Try it: Write out all the entries word for word, but skip any images.

Extracted material:

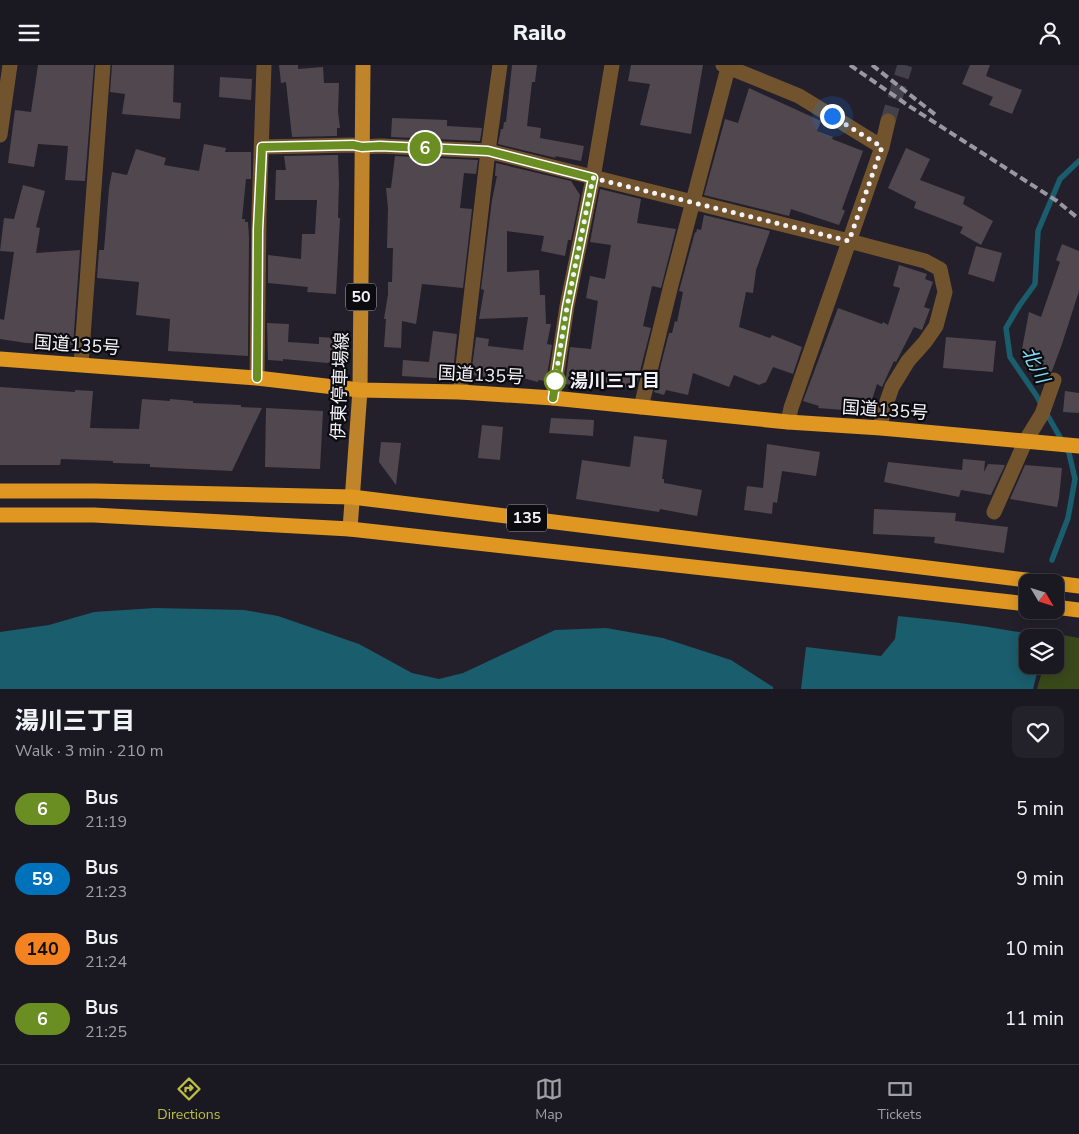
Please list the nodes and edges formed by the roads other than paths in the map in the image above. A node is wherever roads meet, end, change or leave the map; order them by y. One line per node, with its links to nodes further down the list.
1 (10, 65): 9 (street)
2 (103, 65): 18 (street)
3 (264, 65): 10 (street)
4 (363, 65): 11 (main road, 伊東停車場線 / 50)
5 (500, 65): 13 (street)
6 (612, 65): 14 (street)
7 (726, 66): 12 (street); 15 (street)
8 (888, 121): 12 (street)
9 (0, 135)
10 (262, 147): 11 (street); 19 (street)
11 (362, 147): 13 (street); 21 (main road, 伊東停車場線 / 50)
12 (882, 147): 16 (street)
13 (488, 151): 14 (street); 22 (street)
14 (593, 178): 15 (street); 23 (street)
15 (693, 203): 16 (street); 24 (street)
16 (849, 241): 25 (street); 26 (street)
17 (0, 359): 18 (highway, 国道135号)
18 (81, 364): 19 (highway, 国道135号)
19 (257, 378): 21 (highway, 国道135号)
20 (1054, 380): 27 (street)
21 (360, 389): 22 (highway, 国道135号); 30 (main road, 伊東停車場線 / 50)
22 (460, 392): 23 (highway, 国道135号)
23 (553, 398): 24 (highway, 国道135号)
24 (641, 407): 25 (highway, 国道135号)
25 (788, 422): 26 (highway, 国道135号)
26 (881, 428): 27 (highway, 国道135号)
27 (1026, 440): 28 (highway, 国道135号); 31 (street)
28 (1079, 446)
29 (0, 491): 30 (highway, 135)
30 (352, 497): 33 (main road, 伊東停車場線 / 50); 34 (highway, 135)
31 (994, 512)
32 (0, 515): 33 (highway, 135)
33 (350, 529): 37 (highway, 135)
34 (1019, 579)
35 (1064, 584): 36 (highway)
36 (1079, 586)
37 (1019, 603)
38 (1064, 608): 39 (highway)
39 (1079, 610)

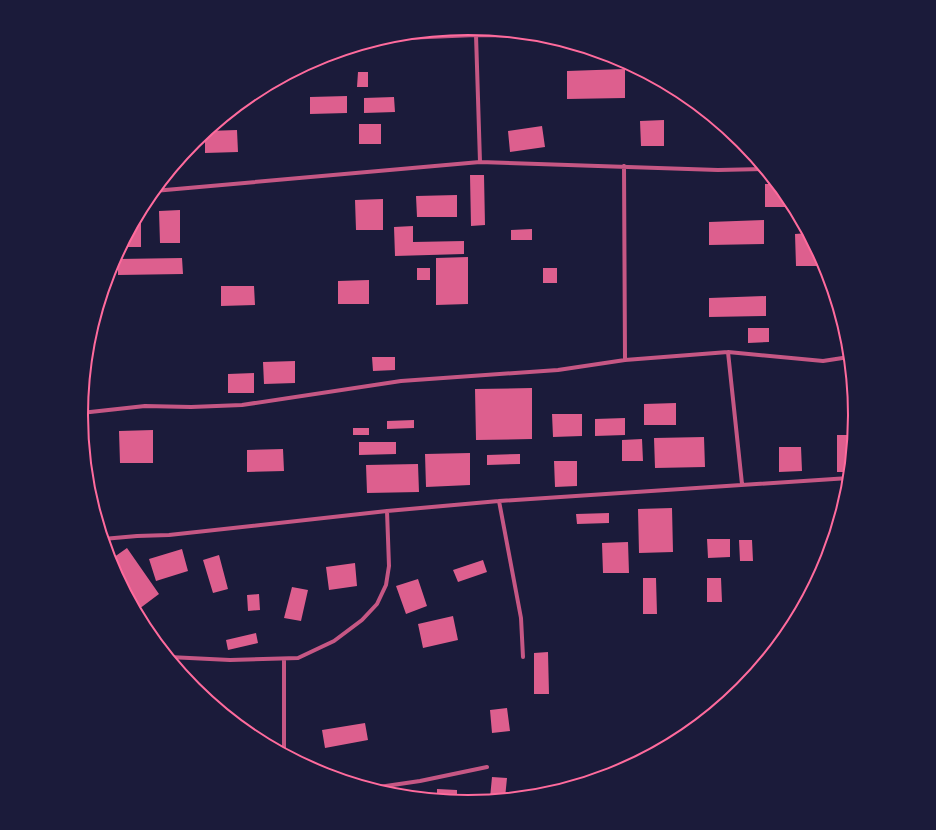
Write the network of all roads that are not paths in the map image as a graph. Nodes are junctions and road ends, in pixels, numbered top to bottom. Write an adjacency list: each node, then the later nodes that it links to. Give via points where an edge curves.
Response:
1 (476, 36): 2 (street); 3 (street); 4 (street)
2 (493, 36)
3 (422, 38)
4 (480, 162): 5 (street); 7 (street)
5 (624, 166): 6 (street, via 718,170); 10 (street)
6 (757, 168)
7 (162, 190)
8 (728, 352): 9 (street, via 823,361); 10 (street); 13 (street)
9 (844, 358)
10 (625, 360): 11 (street, via 558,370 401,381 242,405 145,406)
11 (88, 412)
12 (843, 478): 13 (street)
13 (742, 484): 14 (street)
14 (499, 501): 15 (street); 18 (street, via 521,618)
15 (387, 511): 16 (street, via 169,535); 19 (street, via 389,566 386,585 377,604 362,620 334,641 298,658)
16 (109, 539)
17 (176, 657): 19 (street)
18 (523, 657)
19 (284, 659): 20 (street)
20 (284, 747)
21 (487, 767): 22 (street)
22 (386, 786)

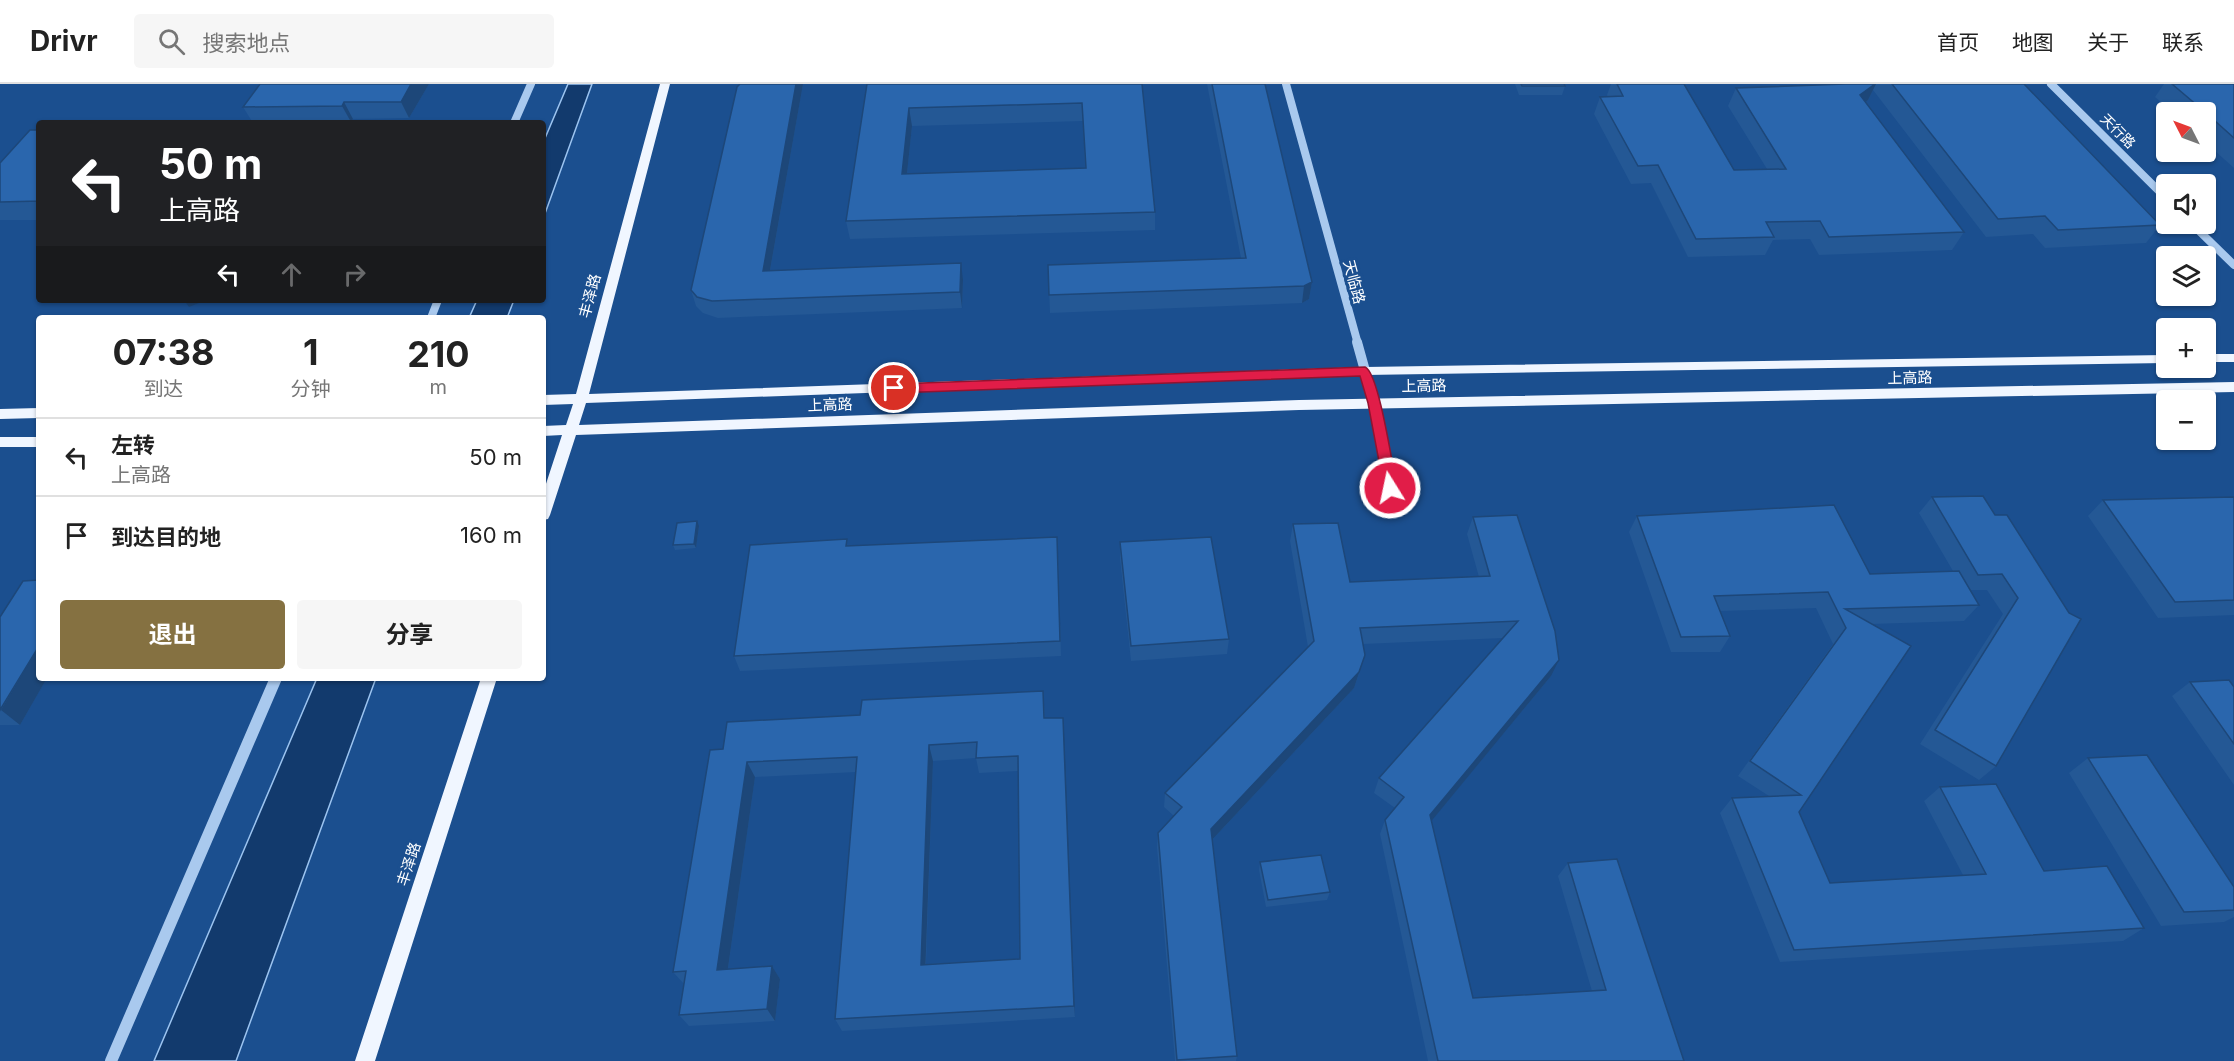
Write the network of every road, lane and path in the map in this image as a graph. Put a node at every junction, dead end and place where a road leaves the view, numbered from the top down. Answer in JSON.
{"nodes":[{"id":1,"x":531,"y":84,"type":"edge"},
{"id":2,"x":665,"y":84,"type":"edge"},
{"id":3,"x":1286,"y":84,"type":"edge"},
{"id":4,"x":2051,"y":84,"type":"edge"},
{"id":5,"x":515,"y":120,"type":"edge"},
{"id":6,"x":2156,"y":188,"type":"edge"},
{"id":7,"x":2202,"y":234,"type":"edge"},
{"id":8,"x":2234,"y":265,"type":"edge"},
{"id":9,"x":2216,"y":358,"type":"edge"},
{"id":10,"x":2234,"y":358,"type":"edge"},
{"id":11,"x":2156,"y":359,"type":"edge"},
{"id":12,"x":1365,"y":371,"type":"junction"},
{"id":13,"x":2234,"y":387,"type":"edge"},
{"id":14,"x":581,"y":399,"type":"junction"},
{"id":15,"x":546,"y":400,"type":"edge"},
{"id":16,"x":1374,"y":403,"type":"junction"},
{"id":17,"x":36,"y":413,"type":"edge"},
{"id":18,"x":0,"y":414,"type":"edge"},
{"id":19,"x":571,"y":430,"type":"junction"},
{"id":20,"x":546,"y":431,"type":"edge"},
{"id":21,"x":0,"y":442,"type":"edge"},
{"id":22,"x":36,"y":442,"type":"edge"},
{"id":23,"x":1390,"y":488,"type":"dead end"},
{"id":24,"x":546,"y":506,"type":"edge"},
{"id":25,"x":275,"y":681,"type":"edge"},
{"id":26,"x":488,"y":681,"type":"edge"},
{"id":27,"x":111,"y":1061,"type":"edge"},
{"id":28,"x":365,"y":1061,"type":"edge"}],
"edges":[{"from":1,"to":5,"type":"street"},
{"from":2,"to":14,"type":"main road","name":"丰泽路"},
{"from":3,"to":12,"type":"street","name":"天临路"},
{"from":4,"to":6,"type":"street","name":"天行路"},
{"from":7,"to":8,"type":"street"},
{"from":9,"to":10,"type":"main road"},
{"from":11,"to":12,"type":"main road","name":"上高路"},
{"from":12,"to":14,"type":"main road","name":"上高路"},
{"from":12,"to":16,"type":"street","name":"天临路"},
{"from":13,"to":16,"type":"main road","name":"上高路"},
{"from":14,"to":15,"type":"main road","name":"上高路"},
{"from":14,"to":19,"type":"main road","name":"丰泽路"},
{"from":16,"to":19,"type":"main road","name":"上高路"},
{"from":16,"to":23,"type":"street","name":"天临路"},
{"from":17,"to":18,"type":"main road"},
{"from":19,"to":20,"type":"main road","name":"上高路"},
{"from":19,"to":24,"type":"main road","name":"丰泽路"},
{"from":21,"to":22,"type":"main road"},
{"from":25,"to":27,"type":"street"},
{"from":26,"to":28,"type":"main road","name":"丰泽路"}]}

Answer box:
Please list the nodes and edges formed by the roads other than paths in the map in the image above. A node is wherever roads meet, end, change or leave the map; order them by y. One line per node, with its links to nodes further down the list.
1 (10, 65): 9 (street)
2 (103, 65): 18 (street)
3 (264, 65): 10 (street)
4 (363, 65): 11 (main road, 伊東停車場線 / 50)
5 (500, 65): 13 (street)
6 (612, 65): 14 (street)
7 (726, 66): 12 (street); 15 (street)
8 (888, 121): 12 (street)
9 (0, 135)
10 (262, 147): 11 (street); 19 (street)
11 (362, 147): 13 (street); 21 (main road, 伊東停車場線 / 50)
12 (882, 147): 16 (street)
13 (488, 151): 14 (street); 22 (street)
14 (593, 178): 15 (street); 23 (street)
15 (693, 203): 16 (street); 24 (street)
16 (849, 241): 25 (street); 26 (street)
17 (0, 359): 18 (highway, 国道135号)
18 (81, 364): 19 (highway, 国道135号)
19 (257, 378): 21 (highway, 国道135号)
20 (1054, 380): 27 (street)
21 (360, 389): 22 (highway, 国道135号); 30 (main road, 伊東停車場線 / 50)
22 (460, 392): 23 (highway, 国道135号)
23 (553, 398): 24 (highway, 国道135号)
24 (641, 407): 25 (highway, 国道135号)
25 (788, 422): 26 (highway, 国道135号)
26 (881, 428): 27 (highway, 国道135号)
27 (1026, 440): 28 (highway, 国道135号); 31 (street)
28 (1079, 446)
29 (0, 491): 30 (highway, 135)
30 (352, 497): 33 (main road, 伊東停車場線 / 50); 34 (highway, 135)
31 (994, 512)
32 (0, 515): 33 (highway, 135)
33 (350, 529): 37 (highway, 135)
34 (1019, 579)
35 (1064, 584): 36 (highway)
36 (1079, 586)
37 (1019, 603)
38 (1064, 608): 39 (highway)
39 (1079, 610)

Write the network of all roads that are not paths in the map image as a graph. Nodes are junctions and road ends, in pixels, numbered top to bottom. Write an adjacency list: each node, then the later nodes that it links to. Give via points where an edge curves.
Response:
1 (476, 36): 2 (street); 3 (street); 4 (street)
2 (493, 36)
3 (422, 38)
4 (480, 162): 5 (street); 7 (street)
5 (624, 166): 6 (street, via 718,170); 10 (street)
6 (757, 168)
7 (162, 190)
8 (728, 352): 9 (street, via 823,361); 10 (street); 13 (street)
9 (844, 358)
10 (625, 360): 11 (street, via 558,370 401,381 242,405 145,406)
11 (88, 412)
12 (843, 478): 13 (street)
13 (742, 484): 14 (street)
14 (499, 501): 15 (street); 18 (street, via 521,618)
15 (387, 511): 16 (street, via 169,535); 19 (street, via 389,566 386,585 377,604 362,620 334,641 298,658)
16 (109, 539)
17 (176, 657): 19 (street)
18 (523, 657)
19 (284, 659): 20 (street)
20 (284, 747)
21 (487, 767): 22 (street)
22 (386, 786)

Write the network of every road, lane and path in the map in this image as a graph. Put a node at every junction, dead end and place where a road leaves the view, numbered from the top down. Answer in JSON.
{"nodes":[{"id":1,"x":531,"y":84,"type":"edge"},
{"id":2,"x":665,"y":84,"type":"edge"},
{"id":3,"x":1286,"y":84,"type":"edge"},
{"id":4,"x":2051,"y":84,"type":"edge"},
{"id":5,"x":515,"y":120,"type":"edge"},
{"id":6,"x":2156,"y":188,"type":"edge"},
{"id":7,"x":2202,"y":234,"type":"edge"},
{"id":8,"x":2234,"y":265,"type":"edge"},
{"id":9,"x":2216,"y":358,"type":"edge"},
{"id":10,"x":2234,"y":358,"type":"edge"},
{"id":11,"x":2156,"y":359,"type":"edge"},
{"id":12,"x":1365,"y":371,"type":"junction"},
{"id":13,"x":2234,"y":387,"type":"edge"},
{"id":14,"x":581,"y":399,"type":"junction"},
{"id":15,"x":546,"y":400,"type":"edge"},
{"id":16,"x":1374,"y":403,"type":"junction"},
{"id":17,"x":36,"y":413,"type":"edge"},
{"id":18,"x":0,"y":414,"type":"edge"},
{"id":19,"x":571,"y":430,"type":"junction"},
{"id":20,"x":546,"y":431,"type":"edge"},
{"id":21,"x":0,"y":442,"type":"edge"},
{"id":22,"x":36,"y":442,"type":"edge"},
{"id":23,"x":1390,"y":488,"type":"dead end"},
{"id":24,"x":546,"y":506,"type":"edge"},
{"id":25,"x":275,"y":681,"type":"edge"},
{"id":26,"x":488,"y":681,"type":"edge"},
{"id":27,"x":111,"y":1061,"type":"edge"},
{"id":28,"x":365,"y":1061,"type":"edge"}],
"edges":[{"from":1,"to":5,"type":"street"},
{"from":2,"to":14,"type":"main road","name":"丰泽路"},
{"from":3,"to":12,"type":"street","name":"天临路"},
{"from":4,"to":6,"type":"street","name":"天行路"},
{"from":7,"to":8,"type":"street"},
{"from":9,"to":10,"type":"main road"},
{"from":11,"to":12,"type":"main road","name":"上高路"},
{"from":12,"to":14,"type":"main road","name":"上高路"},
{"from":12,"to":16,"type":"street","name":"天临路"},
{"from":13,"to":16,"type":"main road","name":"上高路"},
{"from":14,"to":15,"type":"main road","name":"上高路"},
{"from":14,"to":19,"type":"main road","name":"丰泽路"},
{"from":16,"to":19,"type":"main road","name":"上高路"},
{"from":16,"to":23,"type":"street","name":"天临路"},
{"from":17,"to":18,"type":"main road"},
{"from":19,"to":20,"type":"main road","name":"上高路"},
{"from":19,"to":24,"type":"main road","name":"丰泽路"},
{"from":21,"to":22,"type":"main road"},
{"from":25,"to":27,"type":"street"},
{"from":26,"to":28,"type":"main road","name":"丰泽路"}]}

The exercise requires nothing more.